Domenico "Mimmo" Lucano aus Riace in Kalabrien wird Begünstigung illegaler Einwanderung vorgeworfen, teilte die Finanzpolizei am heutigen Dienstag mit. Er wurde unter Hausarrest gestellt. Die Ermittler werfen ihm unter anderem vor, dass er zusammen mit seiner Partnerin Ehen zwischen Migranten und Einwohnern organisiert haben soll.

Lucano ist auch international bekannt geworden, weil er Hunderte Migranten in der Gemeinde mit weniger als 2000 Einwohnern untergebracht hatte. Sie lebten unter anderem in leerstehenden Häusern.

Vergangenes Jahr bekam Lucano auch den Dresdner Friedenspreis (TAG24 berichtete). Der Verein Friends of Dresden, der den mit 10 000 Euro dotieren Preis verleiht, solidarisierte sich mit Lucano. Er habe mit seinem Flüchtlingsdorf ein "Symbol der Mitmenschlichkeit" geschaffen, sagte die Vorstandsvorsitzende Heidrun Hannusch.

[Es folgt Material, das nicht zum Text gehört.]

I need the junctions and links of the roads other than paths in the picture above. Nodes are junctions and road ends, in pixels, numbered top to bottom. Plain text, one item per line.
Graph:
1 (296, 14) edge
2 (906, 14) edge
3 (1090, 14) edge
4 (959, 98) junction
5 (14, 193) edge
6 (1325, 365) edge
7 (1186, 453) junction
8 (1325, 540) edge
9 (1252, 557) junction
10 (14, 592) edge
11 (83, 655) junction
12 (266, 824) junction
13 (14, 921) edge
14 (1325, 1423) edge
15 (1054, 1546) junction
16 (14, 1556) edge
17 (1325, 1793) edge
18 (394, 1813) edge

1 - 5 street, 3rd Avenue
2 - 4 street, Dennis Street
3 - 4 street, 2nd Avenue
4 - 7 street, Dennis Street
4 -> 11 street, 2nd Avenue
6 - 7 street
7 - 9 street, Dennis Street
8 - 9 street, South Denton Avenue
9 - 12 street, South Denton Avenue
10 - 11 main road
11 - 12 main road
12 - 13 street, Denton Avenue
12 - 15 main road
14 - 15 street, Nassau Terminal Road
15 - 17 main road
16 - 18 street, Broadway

Linkspolitiker und Menschenrechtsaktivisten kritisierten die Festnahme als politisch motiviert. "Die Regierung geht mit dieser juristischen Ermittlung (...) den ersten Schritt der Verwandlung von einer Demokratie in einen autokratischen Staat", erklärte der Anti-Mafia-Autor Roberto Saviano, der sich für Rechte von Migranten einsetzt.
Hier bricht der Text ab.